Posted by Sanne Vloet

Vegan Marbled Matcha Pound Cake

Vegan Marbled Matcha Pound Cake

Vegan Marbled Matcha Pound Cake



This vegan marbled matcha pound cake is moist, soft, and flavorful. It’s an excellent everyday cake that can easily be elevated for special occasions!
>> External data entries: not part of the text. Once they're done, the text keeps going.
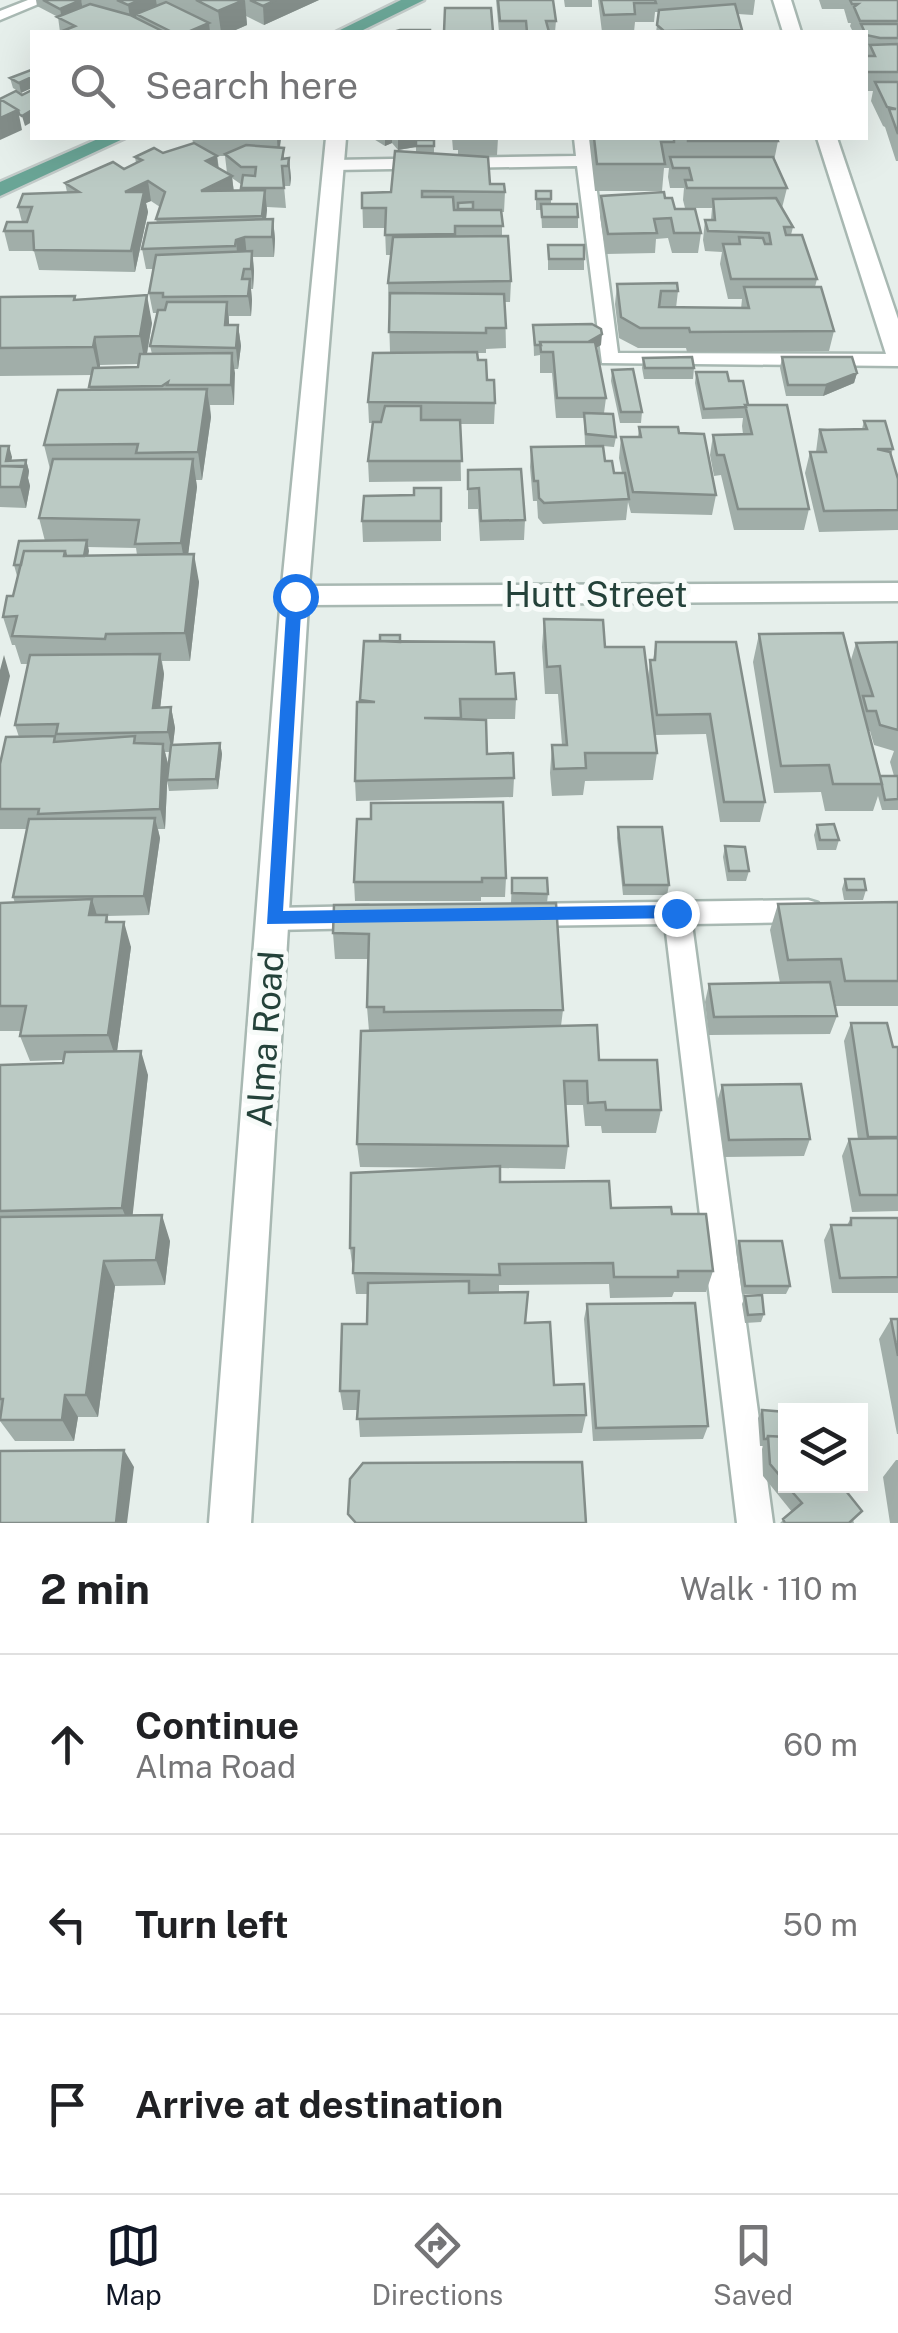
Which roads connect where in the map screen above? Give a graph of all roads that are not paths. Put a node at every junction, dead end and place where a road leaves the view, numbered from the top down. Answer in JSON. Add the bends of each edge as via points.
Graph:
{"nodes":[{"id":1,"x":41,"y":0,"type":"edge"},
{"id":2,"x":415,"y":0,"type":"edge"},
{"id":3,"x":782,"y":0,"type":"edge"},
{"id":4,"x":0,"y":16,"type":"edge"},
{"id":5,"x":348,"y":30,"type":"edge"},
{"id":6,"x":791,"y":30,"type":"edge"},
{"id":7,"x":111,"y":140,"type":"edge"},
{"id":8,"x":582,"y":140,"type":"edge"},
{"id":9,"x":828,"y":140,"type":"edge"},
{"id":10,"x":335,"y":151,"type":"edge"},
{"id":11,"x":585,"y":161,"type":"junction"},
{"id":12,"x":0,"y":190,"type":"edge"},
{"id":13,"x":898,"y":357,"type":"edge"},
{"id":14,"x":898,"y":592,"type":"edge"},
{"id":15,"x":295,"y":596,"type":"junction"},
{"id":16,"x":843,"y":910,"type":"edge"},
{"id":17,"x":676,"y":913,"type":"junction"},
{"id":18,"x":504,"y":915,"type":"edge"},
{"id":19,"x":388,"y":917,"type":"edge"},
{"id":20,"x":273,"y":918,"type":"junction"},
{"id":21,"x":230,"y":1523,"type":"edge"},
{"id":22,"x":756,"y":1523,"type":"edge"}],
"edges":[{"from":1,"to":4,"type":"lane"},
{"from":2,"to":5,"type":"main road"},
{"from":3,"to":6,"type":"street"},
{"from":7,"to":12,"type":"main road"},
{"from":8,"to":11,"type":"lane"},
{"from":9,"to":13,"type":"street"},
{"from":10,"to":11,"type":"lane"},
{"from":10,"to":15,"type":"street","name":"Alma Road"},
{"from":11,"to":13,"type":"lane","via":[[609,359]]},
{"from":14,"to":15,"type":"street","name":"Hutt Street"},
{"from":15,"to":20,"type":"street","name":"Alma Road"},
{"from":16,"to":17,"type":"lane"},
{"from":17,"to":18,"type":"lane"},
{"from":17,"to":22,"type":"lane"},
{"from":19,"to":20,"type":"lane"},
{"from":20,"to":21,"type":"street","name":"Alma Road"}]}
  • 280g (~ 1 1/3 cup) soy milk
  • 2-3 tsp vinegar
  • 100g neutral oil
  • 120g agave syrup
  • pinch of salt
  • 400g flour
  • 12g baking powder
  • 4g Nekohama matcha powder
  • 1 tsp vanilla extract




    1. Preheat an oven to 180C / 350 F
    2. Pour vinegar into milk and set aside for 10-15 mins.
    3. In a large bowl mix wet ingredients.
    4. In a medium-sized bowl, mix flour and baking powder.
    5. Sift the flour mixture into wet ingredients. Mix until just combined. Lumps are okay at this point. 
    6. Transfer half of the batter (eyeball or use kitchen scales) into another bowl and add matcha. Mix well, but be careful not to overmix. If your matcha batter feels too dry, add a tablespoon of milk.
    7. Add vanilla extract to the white batter and finish mixing.
    8. Grease 8.5 inch loaf pan. Starting with white batter, arrange the scoops in a checkered pattern. Fill the gaps with scoops of matcha batter. Repeat until you have no more batter left.
    9. Bake in the preheated oven for 40-45 mins or until a cake tester inserted in the center comes out clean.
    10. Let it cool in the pan for 10 mins, unmold and finish cooling on a wire rack.
    11. Store in an airtight container as the cake dries out quickly.